For those idiotic enough to participate in the program, who come away with two hundred fifty hours of "quality" turbine time in a questionable and unethical program...bear in mind it's worth nearly nothing in the big scope of things. SIC time isn't worth anything, really, and two hundred fifty hours isn't worth anything significant, either. It's a paltry, unimpressive, couple hundred hours in a rather unremarkable aircraft performing an unnecessary duty for which you weren't hired or evaluated based on your superior skills...but because you paid to be there. Not exactly something that speaks very highly of you, or of your former "employer" (wait! NOT an employer...because you paid them...remember?!?). Those two hundred fifty hours in your logbook don't make you skilled, or legal, or justified. Just a prostitute who professes ignorance. Do YOU know the legal basis for the time you log? You should. It's a legal document, after all.
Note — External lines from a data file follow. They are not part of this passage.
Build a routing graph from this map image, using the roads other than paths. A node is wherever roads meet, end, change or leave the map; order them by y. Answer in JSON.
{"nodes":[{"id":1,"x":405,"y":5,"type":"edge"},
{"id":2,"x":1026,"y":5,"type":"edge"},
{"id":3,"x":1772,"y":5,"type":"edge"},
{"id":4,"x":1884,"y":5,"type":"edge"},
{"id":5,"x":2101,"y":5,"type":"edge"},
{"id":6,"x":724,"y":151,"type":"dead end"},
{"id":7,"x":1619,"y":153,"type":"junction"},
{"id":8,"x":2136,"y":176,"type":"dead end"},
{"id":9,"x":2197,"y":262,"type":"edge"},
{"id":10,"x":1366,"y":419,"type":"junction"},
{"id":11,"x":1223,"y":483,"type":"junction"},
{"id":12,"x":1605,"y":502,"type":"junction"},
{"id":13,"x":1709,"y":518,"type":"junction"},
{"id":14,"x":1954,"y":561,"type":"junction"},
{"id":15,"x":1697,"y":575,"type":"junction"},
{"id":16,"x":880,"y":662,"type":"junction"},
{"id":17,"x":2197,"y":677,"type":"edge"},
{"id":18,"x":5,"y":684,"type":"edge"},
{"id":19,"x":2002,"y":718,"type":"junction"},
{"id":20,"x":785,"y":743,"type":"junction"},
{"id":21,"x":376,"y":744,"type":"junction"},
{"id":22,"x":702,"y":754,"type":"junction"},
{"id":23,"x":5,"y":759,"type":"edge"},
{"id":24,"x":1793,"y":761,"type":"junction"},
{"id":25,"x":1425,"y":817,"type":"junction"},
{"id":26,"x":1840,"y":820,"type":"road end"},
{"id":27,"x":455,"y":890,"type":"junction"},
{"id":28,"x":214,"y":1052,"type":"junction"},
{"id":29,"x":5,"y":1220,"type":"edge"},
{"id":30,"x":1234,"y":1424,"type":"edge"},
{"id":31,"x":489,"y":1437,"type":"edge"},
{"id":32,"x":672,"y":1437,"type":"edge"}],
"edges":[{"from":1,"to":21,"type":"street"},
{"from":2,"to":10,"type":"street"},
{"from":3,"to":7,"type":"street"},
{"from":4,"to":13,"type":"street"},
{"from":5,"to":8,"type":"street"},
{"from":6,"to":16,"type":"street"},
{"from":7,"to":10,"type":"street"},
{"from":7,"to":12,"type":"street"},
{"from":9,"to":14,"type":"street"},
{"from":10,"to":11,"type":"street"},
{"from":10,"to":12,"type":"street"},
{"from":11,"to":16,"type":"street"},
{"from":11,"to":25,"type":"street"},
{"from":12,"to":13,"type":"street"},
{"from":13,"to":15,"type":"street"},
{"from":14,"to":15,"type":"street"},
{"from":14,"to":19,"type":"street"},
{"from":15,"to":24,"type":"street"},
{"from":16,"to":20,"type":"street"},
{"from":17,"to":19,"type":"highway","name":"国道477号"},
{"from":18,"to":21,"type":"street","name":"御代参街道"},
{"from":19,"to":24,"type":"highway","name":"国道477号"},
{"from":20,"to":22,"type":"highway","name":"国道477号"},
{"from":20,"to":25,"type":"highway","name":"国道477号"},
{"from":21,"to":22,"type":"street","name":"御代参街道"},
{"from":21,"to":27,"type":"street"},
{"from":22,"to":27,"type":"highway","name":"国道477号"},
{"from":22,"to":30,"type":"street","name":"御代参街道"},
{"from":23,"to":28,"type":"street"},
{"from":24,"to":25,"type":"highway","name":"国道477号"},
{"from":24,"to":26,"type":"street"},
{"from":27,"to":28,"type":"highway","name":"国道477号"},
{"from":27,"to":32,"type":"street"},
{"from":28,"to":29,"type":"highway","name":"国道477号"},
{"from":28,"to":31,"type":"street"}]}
Ah, now there's some genuine, hard-core, real world experience for you. This is you, mentoring the future pilots of America? You can come on my airplane, you say, and do nothing, if you like. It's okay. It's your money. You look out the window, smell the flowers, refuse any flight you like because you don't have a deep, abiding love for the captain, and be free to live a life of religious fulfillment. It's all good.
This mimics a "real job?" This is "experience?" Real companies, and real employers, of course, don't bring pilots on board who can't handle flying in the conditions assigned to them. You, of course, suggest openly that it's okay...come fly with you, and don't worry about the weather, or the cargo, or the client, or the pilots...because you're free to do whatever you want. After all, you're paying for it...no pressure. Peace. Love. Happiness. Don't worry about work...after all, this isn't a real job. Just one in which you pay an ungodly sum to henscratch a few ink lines in a logbook.
For those considering flying with this rapist, do this: falsify your logbook. You're already getting nothing for your money and why spend that kind of money for a fake job with no responsibilities and obligations, when you can do the same thing for a few cents in your logbook? You're being lied to now. You're engaging in the big lie by taking the "job." So long as you're going to be wrapped in a lie and a falsehood, you might as well save yourself the thousands of dollars, buy a cheap pen, and log the time. You'll come away equally as experienced, you won't go through life with that post-rape feeling, and you'll still have the time in your logbook. After all, it's unethical anyway, and if you're considering being dishonest about it and combining with those who are dishonest enough to take your money, the least you can do for yourself is save the money, lie anyway, and move on with your life. Right?